Few samples of interesting data manipulation and forecasting methodologies for effective data:
- Forecasting >Trend analysis and Gut Method
- Benchmarking > client vs. competitors activity and > analytics vs. ad impressions
Timely identification of newly emerging trends is very important to businesses. Predictive modelling is usually done automatically by computer software that learns patterns from data. Here, we’ll focus our attention on 2 methodologies that can be used by any analysts: regression modeling and decision tree. The former is extremely useful in time series analysis.
Had been asked to predict how many visits our sites was expected to counted at the end of Q2 using 3 years site behavioral data. I used a trend model adjusted by seasonality. It went pretty well and, eliminating the noises, we reached our end-of-period target.
Here how to build this model using Excel (please, refer to the below table – indeed all data are unrelated to the real case).
1) Organise your data considering the correct time frame: week, year, and time period). If you start your analysis on the week beginning with July the 8th, this represents Time Period 1.
2) Quadratic time period is calculated using the following formula: (Time Period 1)^2, (Time Period 2)^2, ….
3) The Quadratic Trend formula is: TREND($ActualVisit$11:$ActualVisits$166; $TimePeriod$11:$TimePeriod$166, TimePeriod11:Time^2 11)
4) Actual as % of the Trend is simply the ratio Actual Visits on Quadratic trend
5) The Seasonal Index formula is: sum.if ($Quarter$11:$Quarter$166; Seasonal Quarter 3, $Actual as % of Trend$11: $Actual as % of Trend$166)/count.if (($Quarter$11:$Quarter$166; Seasonal Quarter 3)
6) The Seasonal Forecast formula is: Quadratic Trend 11*Lookup(Quarter 11, $Seasonal Quarter$3: $Seasonal Index$ 6, 2).
Please note I assumed the Time Series data spam from cell 11 to cell 166, whilst seasonal quarter/index inputs are on cell 3 to 6.
The Gut Modelling
The Gut method? I discovered that this is the preferred predictive methods used by many agencies: start forecasting the traffic from marketing sources using as predictor solely your expected ad spends for the period and use this result for guessing how many sales you will get from your mkt effort.

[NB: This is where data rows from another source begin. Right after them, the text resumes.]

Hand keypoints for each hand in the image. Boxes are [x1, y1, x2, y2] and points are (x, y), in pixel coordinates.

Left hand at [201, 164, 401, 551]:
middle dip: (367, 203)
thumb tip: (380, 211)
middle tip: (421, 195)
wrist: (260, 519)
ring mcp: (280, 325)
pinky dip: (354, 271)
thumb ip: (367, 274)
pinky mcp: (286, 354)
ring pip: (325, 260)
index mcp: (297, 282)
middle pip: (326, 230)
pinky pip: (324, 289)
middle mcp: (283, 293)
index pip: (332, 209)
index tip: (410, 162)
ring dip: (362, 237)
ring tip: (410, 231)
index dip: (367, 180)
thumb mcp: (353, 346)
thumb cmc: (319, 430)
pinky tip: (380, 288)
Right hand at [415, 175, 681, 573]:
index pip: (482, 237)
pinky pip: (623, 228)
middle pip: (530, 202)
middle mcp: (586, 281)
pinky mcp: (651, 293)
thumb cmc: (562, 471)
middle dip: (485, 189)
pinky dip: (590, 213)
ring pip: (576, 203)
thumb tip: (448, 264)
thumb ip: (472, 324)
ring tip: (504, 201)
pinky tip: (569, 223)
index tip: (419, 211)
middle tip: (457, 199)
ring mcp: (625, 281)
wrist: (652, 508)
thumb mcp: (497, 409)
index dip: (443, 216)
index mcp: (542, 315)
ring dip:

Now look at your overall historical traffic and derive your organic traffic and sales outcome from the marketing traffic. You can play with the stats using “adjustable weekly seasonal indexes”, but be aware that you’ll need to run this model almost on a weekly basis! Why? Because the assumptions are statistically pretty weak, the distribution is likely to be not normal; organic sales are brand related; …
Benchmarking: client vs. competitors activity
How am I doing against my competitors? Is my marketing effort efficient? Are getting the most of my online presence?
The following is a typical example of competitors benchmarking in an EU digital landscape. In the top left area in the graph I synthetized monthly ad spend and ad impressions by competitors and countries. On the bottom left, all marketing mix monthly variations were collected by market including factors as technological platforms, email, newsletters, sponsorships and affiliates programmes, presence in social networking sites, brand reputation indexes, as well as both country own characteristics (e.g. broadband penetration, eCommerce propensity index, …) and internal market limitations (e.g. supply chains constraints).
An excel file with all data, coupled with market penetration representation and a descriptive word file.
Benchmarking: analytics vs. ad impressions – the Decision Tree Modeling
How many visitors are currently exposed to an ad? Do they have any preferences? In messaging? format? location?
The Decision Tree Model is graphically the most intuitive attribution model. Based on historical behavioural data, such as how many visitors were exposed to a specific advert in a well specific location, this model help you to calculate the probability a visitor will click on a advert according to selective attributes (e.g. format, placement, messaging). In other words, it divides your population into smaller segments repeatedly and each node will include information regarding probability of the event (CRT) to occur, averages and total visitors at each stage, most frequent attributes …